#### What to work on:
Output the listing below exactly, minus its images.
***
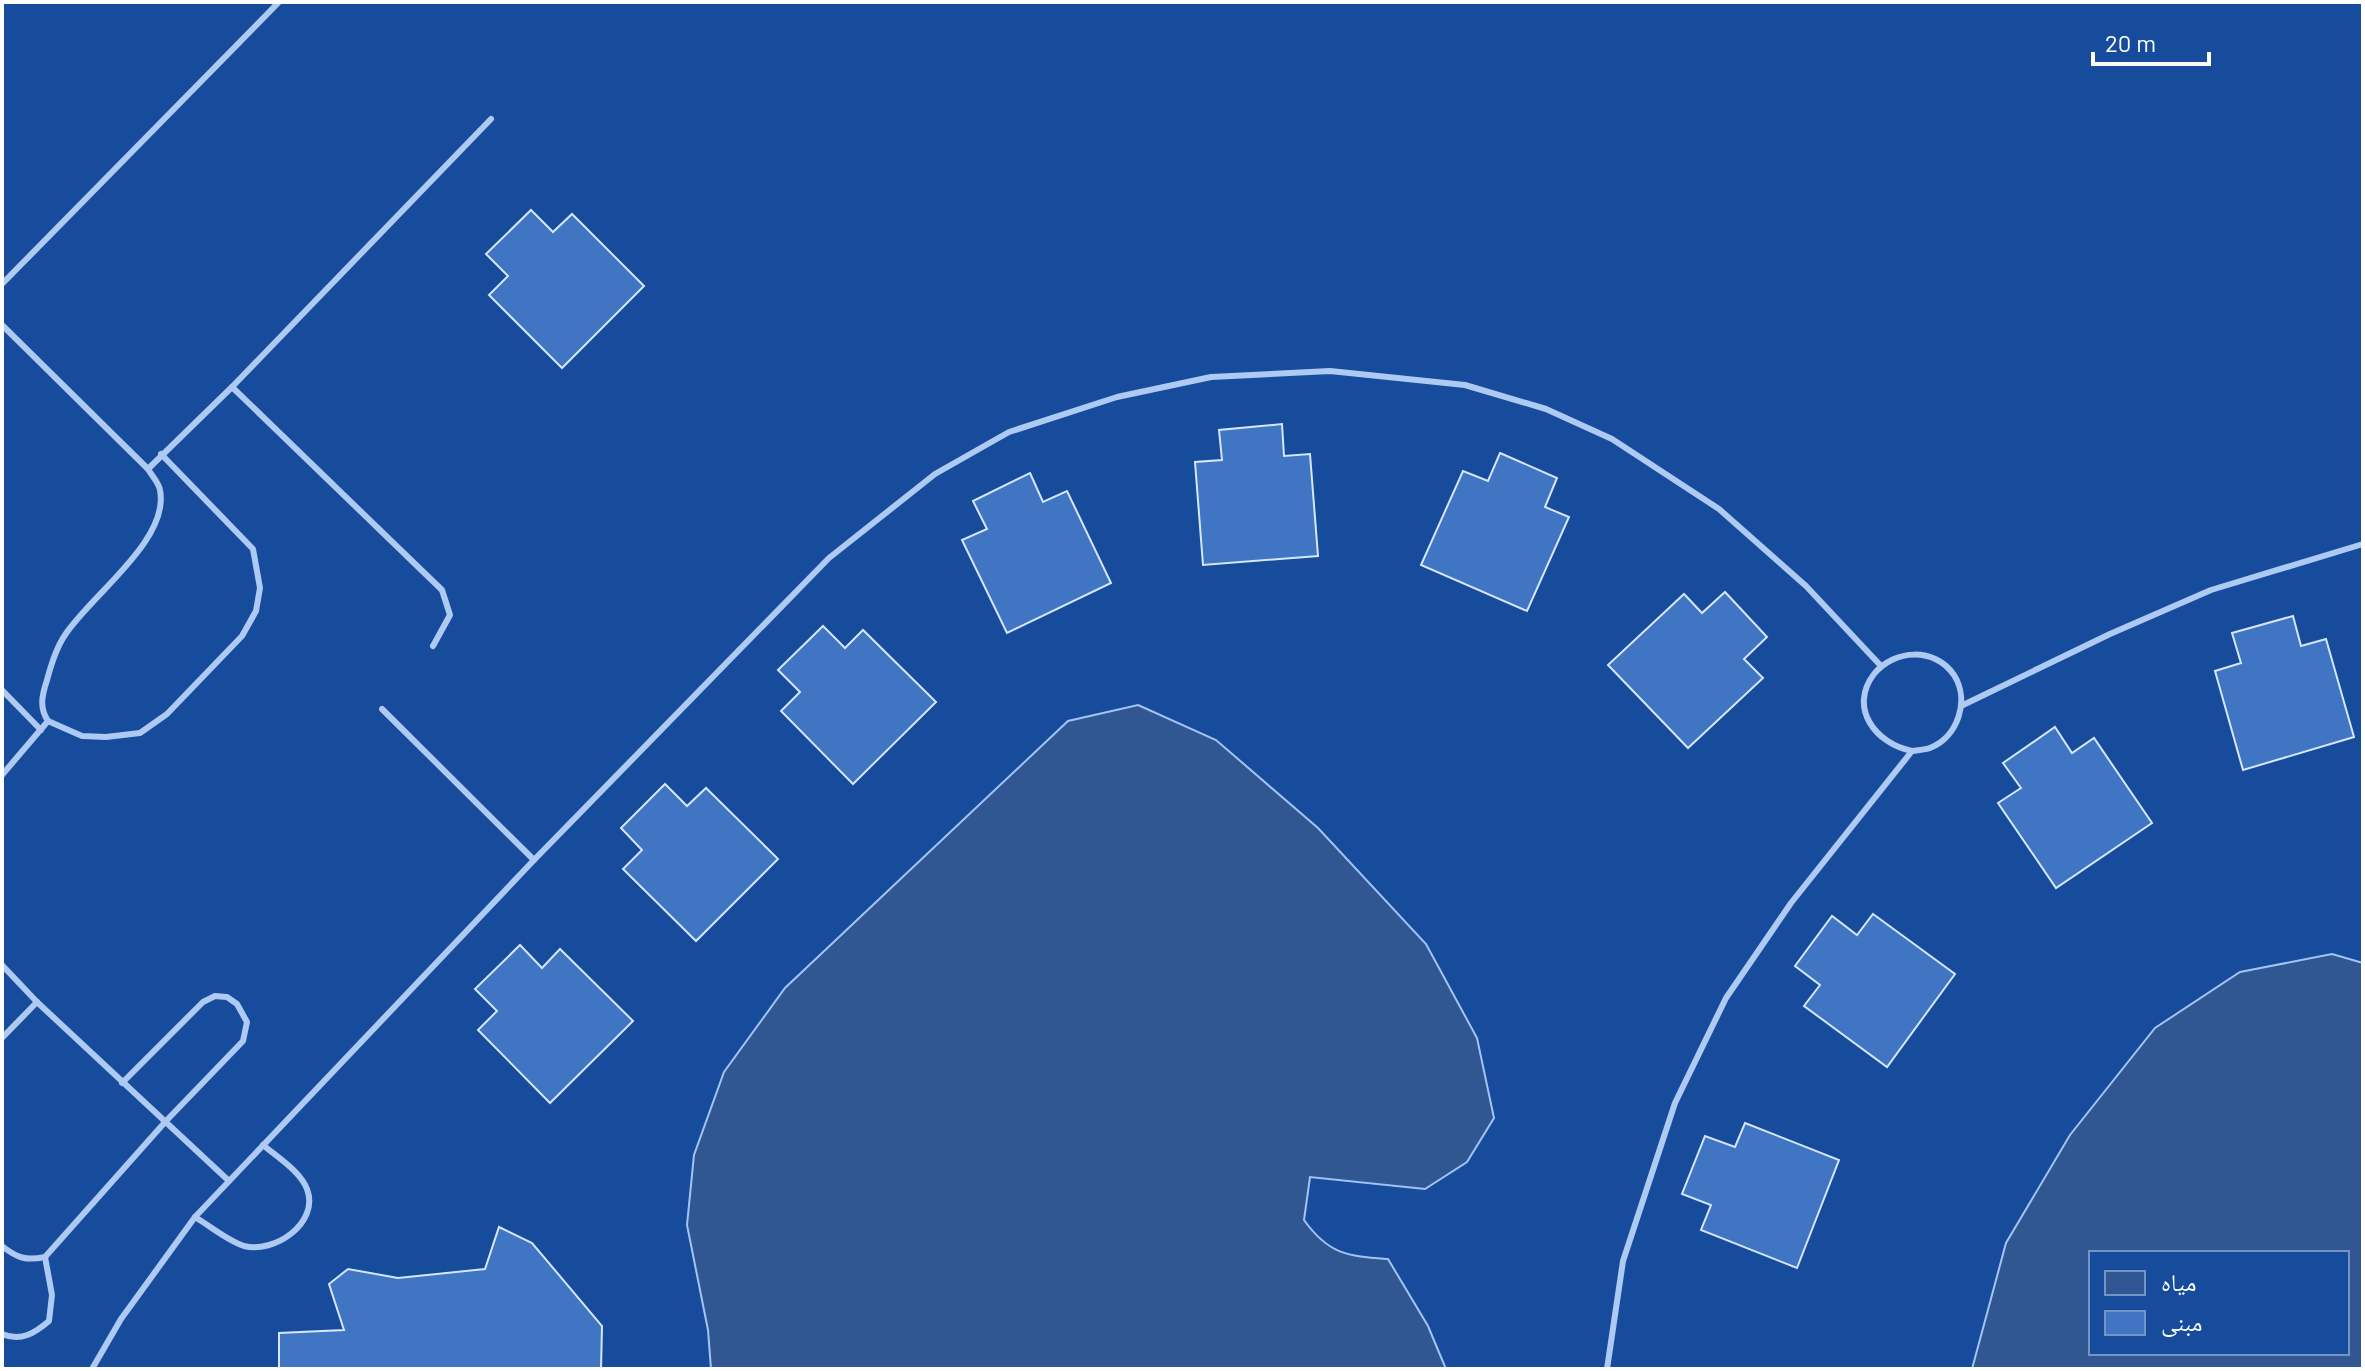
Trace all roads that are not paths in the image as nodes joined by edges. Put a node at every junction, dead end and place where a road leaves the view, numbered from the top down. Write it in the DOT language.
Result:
graph roads {
  1 [pos="279,2"];
  2 [pos="491,119"];
  3 [pos="2,284"];
  4 [pos="2,325"];
  5 [pos="232,387"];
  6 [pos="161,454"];
  7 [pos="148,469"];
  8 [pos="2363,544"];
  9 [pos="433,646"];
  10 [pos="1881,666"];
  11 [pos="2,690"];
  12 [pos="1961,706"];
  13 [pos="382,709"];
  14 [pos="48,721"];
  15 [pos="41,730"];
  16 [pos="1912,751"];
  17 [pos="2,775"];
  18 [pos="534,860"];
  19 [pos="2,965"];
  20 [pos="37,1002"];
  21 [pos="2,1038"];
  22 [pos="122,1083"];
  23 [pos="166,1121"];
  24 [pos="263,1145"];
  25 [pos="229,1181"];
  26 [pos="195,1217"];
  27 [pos="2,1246"];
  28 [pos="45,1257"];
  29 [pos="2,1334"];
  30 [pos="92,1369"];
  31 [pos="1607,1369"];
  1 -- 3 [label="lane"];
  2 -- 5 [label="lane"];
  4 -- 7 [label="lane"];
  5 -- 6 [label="lane"];
  5 -- 9 [label="lane"];
  6 -- 7 [label="lane"];
  6 -- 14 [label="lane"];
  7 -- 14 [label="lane"];
  8 -- 12 [label="lane"];
  10 -- 12 [label="lane"];
  10 -- 16 [label="lane"];
  10 -- 18 [label="lane"];
  11 -- 15 [label="lane"];
  12 -- 16 [label="lane"];
  13 -- 18 [label="lane"];
  14 -- 15 [label="lane"];
  15 -- 17 [label="lane"];
  16 -- 31 [label="lane"];
  18 -- 24 [label="lane"];
  19 -- 20 [label="lane"];
  20 -- 21 [label="lane"];
  20 -- 22 [label="lane"];
  22 -- 23 [label="lane"];
  22 -- 23 [label="lane"];
  23 -- 25 [label="lane"];
  23 -- 28 [label="lane"];
  24 -- 25 [label="lane"];
  24 -- 26 [label="lane"];
  25 -- 26 [label="lane"];
  26 -- 30 [label="lane"];
  27 -- 28 [label="lane"];
  28 -- 29 [label="lane"];
}
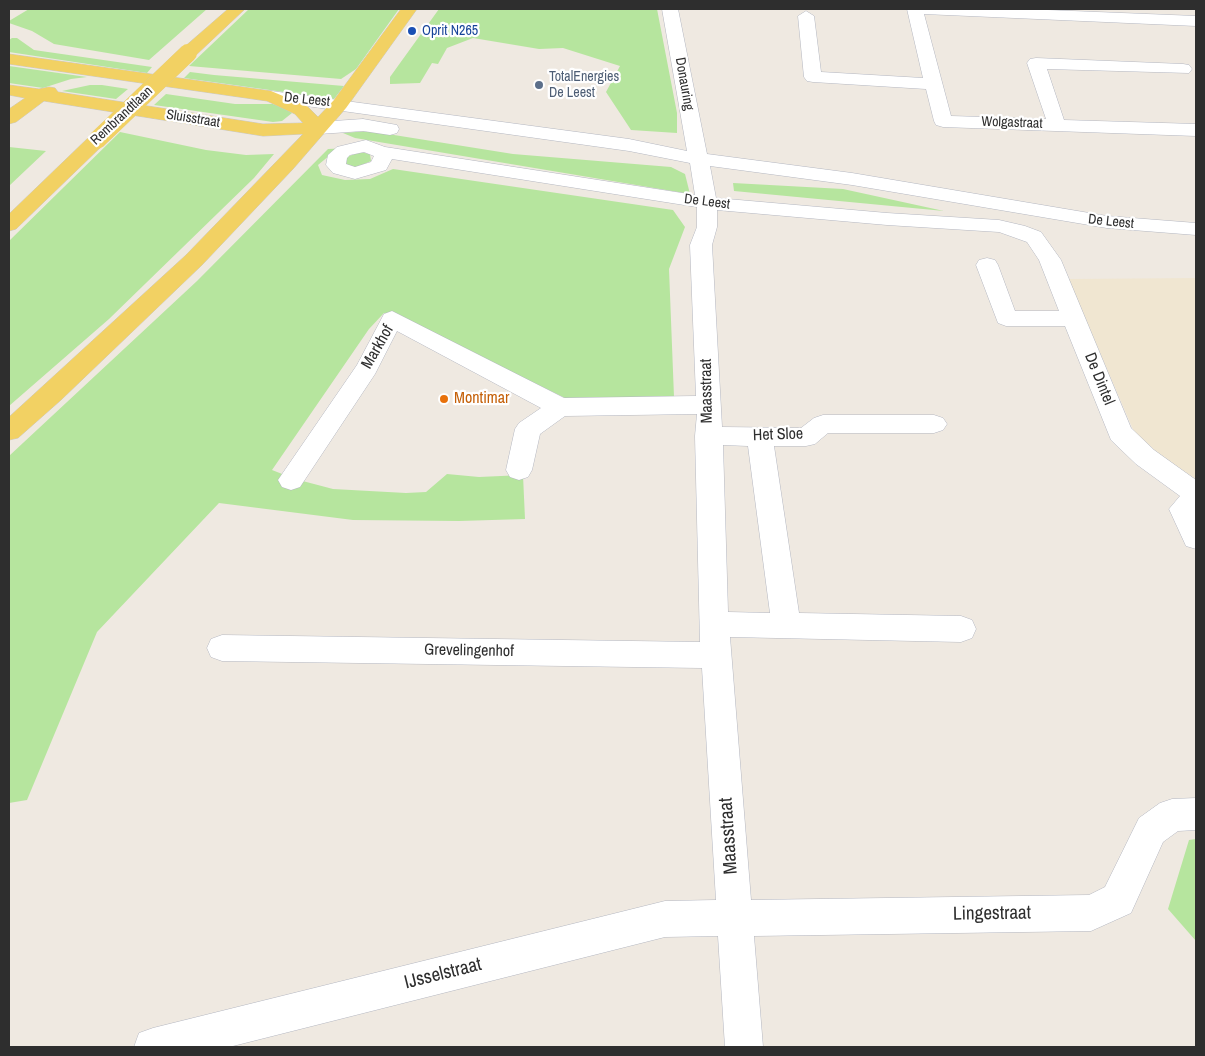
***
#### Answer box:
Trace all roads that are not paths in the image as nodes joined by edges. Put a node at every junction, dead end and place where a road leaves the view, numbered from the top down. Write it in the DOT language.
Result:
graph roads {
  1 [pos="279,2"];
  2 [pos="491,119"];
  3 [pos="2,284"];
  4 [pos="2,325"];
  5 [pos="232,387"];
  6 [pos="161,454"];
  7 [pos="148,469"];
  8 [pos="2363,544"];
  9 [pos="433,646"];
  10 [pos="1881,666"];
  11 [pos="2,690"];
  12 [pos="1961,706"];
  13 [pos="382,709"];
  14 [pos="48,721"];
  15 [pos="41,730"];
  16 [pos="1912,751"];
  17 [pos="2,775"];
  18 [pos="534,860"];
  19 [pos="2,965"];
  20 [pos="37,1002"];
  21 [pos="2,1038"];
  22 [pos="122,1083"];
  23 [pos="166,1121"];
  24 [pos="263,1145"];
  25 [pos="229,1181"];
  26 [pos="195,1217"];
  27 [pos="2,1246"];
  28 [pos="45,1257"];
  29 [pos="2,1334"];
  30 [pos="92,1369"];
  31 [pos="1607,1369"];
  1 -- 3 [label="lane"];
  2 -- 5 [label="lane"];
  4 -- 7 [label="lane"];
  5 -- 6 [label="lane"];
  5 -- 9 [label="lane"];
  6 -- 7 [label="lane"];
  6 -- 14 [label="lane"];
  7 -- 14 [label="lane"];
  8 -- 12 [label="lane"];
  10 -- 12 [label="lane"];
  10 -- 16 [label="lane"];
  10 -- 18 [label="lane"];
  11 -- 15 [label="lane"];
  12 -- 16 [label="lane"];
  13 -- 18 [label="lane"];
  14 -- 15 [label="lane"];
  15 -- 17 [label="lane"];
  16 -- 31 [label="lane"];
  18 -- 24 [label="lane"];
  19 -- 20 [label="lane"];
  20 -- 21 [label="lane"];
  20 -- 22 [label="lane"];
  22 -- 23 [label="lane"];
  22 -- 23 [label="lane"];
  23 -- 25 [label="lane"];
  23 -- 28 [label="lane"];
  24 -- 25 [label="lane"];
  24 -- 26 [label="lane"];
  25 -- 26 [label="lane"];
  26 -- 30 [label="lane"];
  27 -- 28 [label="lane"];
  28 -- 29 [label="lane"];
}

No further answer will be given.